Esta regla política es aplicable, mutatis mutandis, a un contexto democrático. Un político sólo puede permanecer en el poder si cuenta con el apoyo de sus ciudadanos, lo que resulta obvio. El problema es cuando ese político ha ido extendiendo su poder a otros ámbitos que no le corresponden, como suele suceder en las anocracias, en las que instituciones independientes van siendo colonizadas por el gobernante, que, a la vez, trata de borrar la separación que definiera como esencial para la democracia la vieja teoría del barón de Montesquieu. Dudo mucho que España se haya transformado en una anocracia, pero la situación actual debería generarnos amplia preocupación, pues tenemos un ejecutivo que prescinde del legislativo, que intenta controlar al judicial, y que ha situado en las principales instituciones públicas o dependientes del Estado, amigos y fieles, sumiéndolas, como hemos sufrido, en la ineficiencia.
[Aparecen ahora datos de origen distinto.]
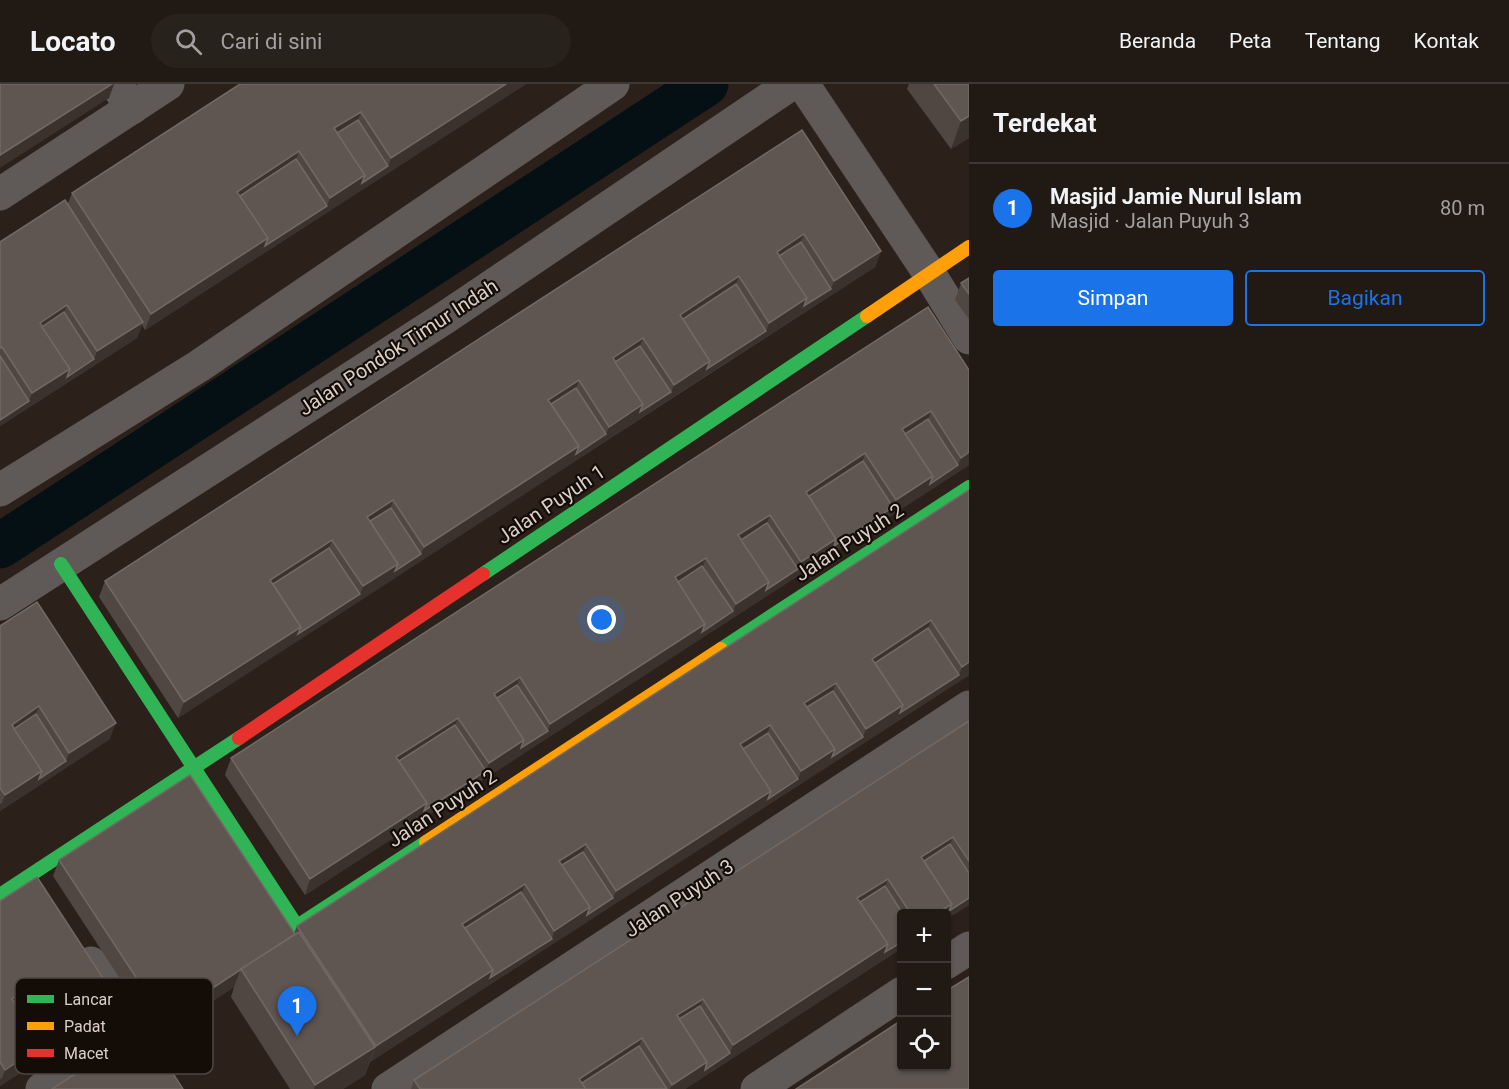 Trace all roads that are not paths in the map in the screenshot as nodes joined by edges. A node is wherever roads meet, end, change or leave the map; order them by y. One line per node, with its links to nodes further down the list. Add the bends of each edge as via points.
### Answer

Puede que estemos asistiendo en nuestro país también a otro hundimiento, salvando obviamente las grandes distancias. Porque la situación actual, tras las últimas noticias, es insostenible. Es cierto que muchos de los escándalos que han rodeado al gobierno durante toda la legislatura –y la anterior-, en otros países europeos le habrían hecho caer y aquí no ha pasado nada. Pero más allá de la capacidad de resistencia –resiliencia, que dicen los pedantes que no han leído ni oído hablar de Viktor Frankl- que ha demostrado tener, lo que vamos conociendo hace imposible que la situación se prorrogue mucho más tiempo. No es sólo que los tiempos no están ya controlados, ni que un escándalo tape al anterior. La sociedad española no puede soportar esta continua degradación de lo público, la progresiva pérdida de prestigio de las instituciones, el hedor asfixiante de una corrupción que amenaza con ahogar a todo el país. España no se merece este nivel de degradación, esta sospecha continua de que todo está podrido. Hemos asistido a espectáculos vergonzantes, como el del presidente de la Diputación de Badajoz obligando a diputados a dimitir para poder aforarse, convirtiendo, una vez más, lo que era en su origen una herramienta para proteger a políticos honestos, en un instrumento al servicio de la corrupción política. Pero lo más grave es lo que los audios que se están revelando nos muestran de los entresijos del entorno presidencial, la versión cutre y nacional de una House of Cards en donde todo vale para acabar con quienes pueden poner en peligro el mantenimiento en el poder, única y suprema aspiración de nuestro Frank Underwood, quien pasará a la historia española como uno de los más nefastos políticos que nos han gobernado –y miren que el listón está muy alto-. Las imágenes nos muestran a un hombre físicamente desgastado, cercado por unos escándalos que el relato oficial ya no puede maquillar, capaz ciertamente de continuar resistiendo, pero a un coste que difícilmente seguirá siendo asumible.